------ Excerpted records ------
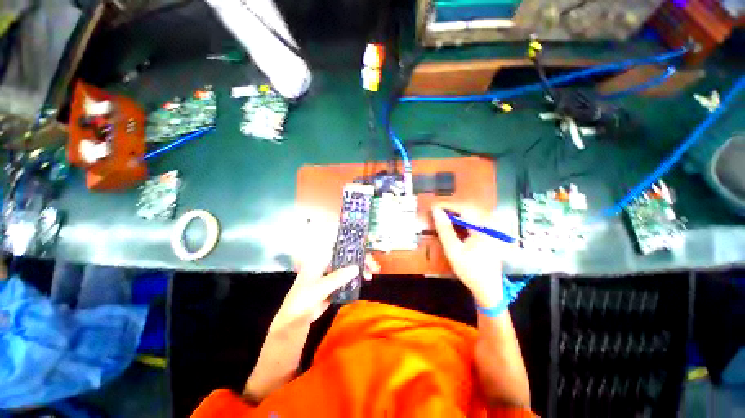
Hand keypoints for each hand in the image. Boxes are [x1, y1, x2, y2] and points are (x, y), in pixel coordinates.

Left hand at [270, 254, 379, 333]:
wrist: (296, 320)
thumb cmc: (303, 299)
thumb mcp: (320, 287)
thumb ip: (337, 277)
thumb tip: (356, 267)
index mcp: (320, 259)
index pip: (338, 246)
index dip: (352, 245)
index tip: (365, 249)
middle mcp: (327, 263)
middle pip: (347, 256)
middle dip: (361, 258)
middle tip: (373, 265)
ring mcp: (331, 273)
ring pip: (349, 266)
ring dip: (361, 268)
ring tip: (372, 273)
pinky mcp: (335, 284)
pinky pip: (348, 277)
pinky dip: (357, 277)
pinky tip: (365, 279)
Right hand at [432, 204, 503, 307]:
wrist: (488, 288)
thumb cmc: (470, 270)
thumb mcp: (453, 250)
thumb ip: (444, 229)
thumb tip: (436, 211)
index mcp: (482, 228)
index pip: (463, 208)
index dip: (447, 205)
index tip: (433, 207)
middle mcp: (489, 225)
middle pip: (468, 209)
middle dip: (451, 209)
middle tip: (436, 212)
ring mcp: (491, 230)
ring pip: (471, 215)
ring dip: (456, 214)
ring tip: (442, 217)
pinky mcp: (489, 234)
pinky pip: (474, 222)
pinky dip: (462, 221)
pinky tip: (454, 225)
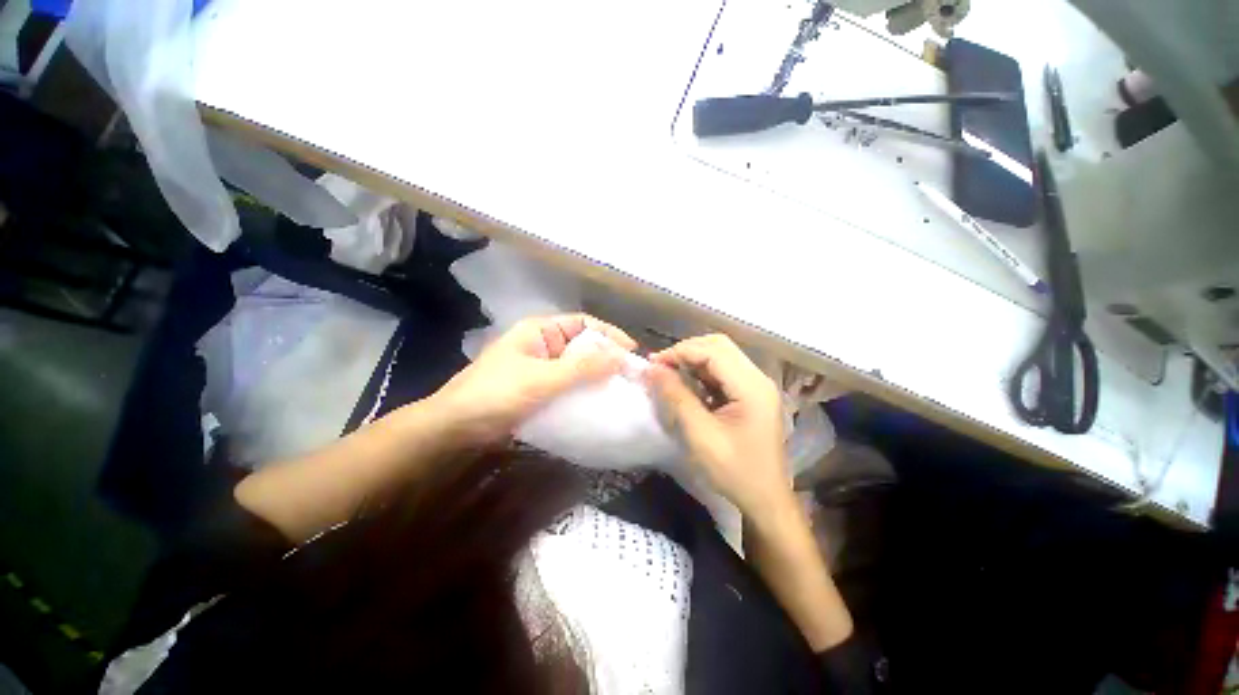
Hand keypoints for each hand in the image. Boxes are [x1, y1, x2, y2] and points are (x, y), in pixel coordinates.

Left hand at [430, 314, 636, 446]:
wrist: (454, 429)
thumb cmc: (496, 395)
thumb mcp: (542, 379)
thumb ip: (582, 367)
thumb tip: (621, 357)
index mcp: (539, 331)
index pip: (583, 323)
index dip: (609, 334)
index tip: (631, 351)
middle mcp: (542, 345)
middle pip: (581, 345)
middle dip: (606, 357)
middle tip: (630, 375)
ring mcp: (540, 368)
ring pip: (576, 367)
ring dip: (596, 376)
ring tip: (620, 389)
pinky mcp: (538, 390)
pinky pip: (567, 386)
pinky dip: (583, 392)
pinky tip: (598, 403)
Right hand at [647, 334, 789, 517]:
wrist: (765, 499)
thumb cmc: (735, 471)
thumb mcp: (700, 435)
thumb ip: (677, 397)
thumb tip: (653, 369)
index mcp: (751, 387)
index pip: (713, 351)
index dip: (680, 352)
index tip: (653, 364)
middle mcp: (757, 378)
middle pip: (719, 346)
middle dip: (686, 351)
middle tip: (661, 367)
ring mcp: (756, 385)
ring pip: (720, 356)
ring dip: (693, 361)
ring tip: (669, 374)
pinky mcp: (751, 394)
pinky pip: (723, 372)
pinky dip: (701, 373)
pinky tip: (687, 386)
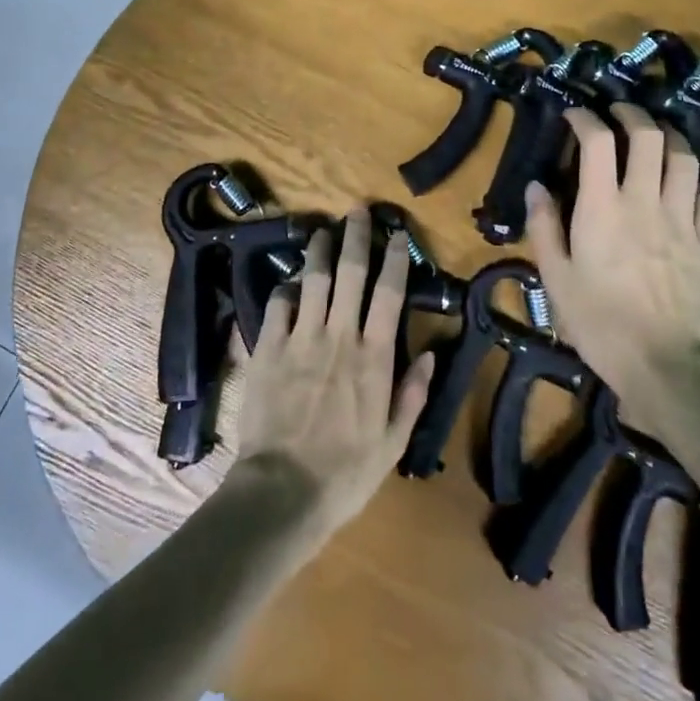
------
* _Assigned task_:
Reproduce the data exactly as it appears above. Pictures are to be left out.

* _Output below_:
Hand keypoints for each hand in the image. Boxes are [x1, y1, x2, y2] and points are (x, y), in pixel coordinates.

Left hand at [270, 254, 379, 333]:
wrist: (296, 320)
thumb cmc: (303, 299)
thumb mcp: (320, 287)
thumb ip: (337, 277)
thumb tip: (356, 267)
index mcp: (320, 259)
index pip: (338, 246)
index dip: (352, 245)
index tip: (365, 249)
middle mcp: (327, 263)
middle pip: (347, 256)
middle dip: (361, 258)
middle tip: (373, 265)
ring mcp: (331, 273)
ring pip: (349, 266)
ring dip: (361, 268)
ring tip: (372, 273)
pinky mcp: (335, 284)
pinky pip: (348, 277)
pinky dip: (357, 277)
pinky tip: (365, 279)
Right hand at [432, 204, 503, 307]:
wrist: (488, 288)
thumb cmc: (470, 270)
thumb mcp: (453, 250)
thumb ip: (444, 229)
thumb tip: (436, 211)
index mcp: (482, 228)
index pip: (463, 208)
index dip: (447, 205)
index tip: (433, 207)
middle mcp: (489, 225)
middle pip: (468, 209)
middle dip: (451, 209)
middle tip: (436, 212)
ring mcp: (491, 230)
ring pip: (471, 215)
ring dip: (456, 214)
ring tip: (442, 217)
pinky mcp: (489, 234)
pinky pip: (474, 222)
pinky dip: (462, 221)
pinky tip: (454, 225)
Hand keypoints for each hand in the image. Boxes are [x1, y1, x2, y2] and points are (x, y), in pixel coordinates.

Left hand at [430, 314, 636, 446]:
wrist: (454, 429)
thumb cmc: (496, 395)
thumb mcp: (542, 379)
thumb ip: (582, 367)
thumb tip: (621, 357)
index mcp: (539, 331)
index pip: (583, 323)
index dip: (609, 334)
index tip: (631, 351)
middle mcp: (542, 345)
middle pip: (581, 345)
middle dip: (606, 357)
middle tip: (630, 375)
ring mcp: (540, 368)
ring pip: (576, 367)
ring dip: (596, 376)
ring tip: (620, 389)
pinky mcp: (538, 390)
pinky pip: (567, 386)
pinky dip: (583, 392)
pinky tip: (598, 403)
Right hand at [647, 334, 789, 517]:
wrist: (765, 499)
thumb cmc: (735, 471)
thumb mcp: (700, 435)
thumb ip: (677, 397)
thumb tip: (653, 369)
index mcp: (751, 387)
index pip: (713, 351)
index dip: (680, 352)
index tip: (653, 364)
middle mcp: (757, 378)
middle pip: (719, 346)
middle dip: (686, 351)
middle tip: (661, 367)
ring mcp: (756, 385)
ring pip: (720, 356)
ring dip: (693, 361)
ring tip: (669, 374)
pinky mcp: (751, 394)
pinky pip: (723, 372)
pinky dip: (701, 373)
pinky tip: (687, 386)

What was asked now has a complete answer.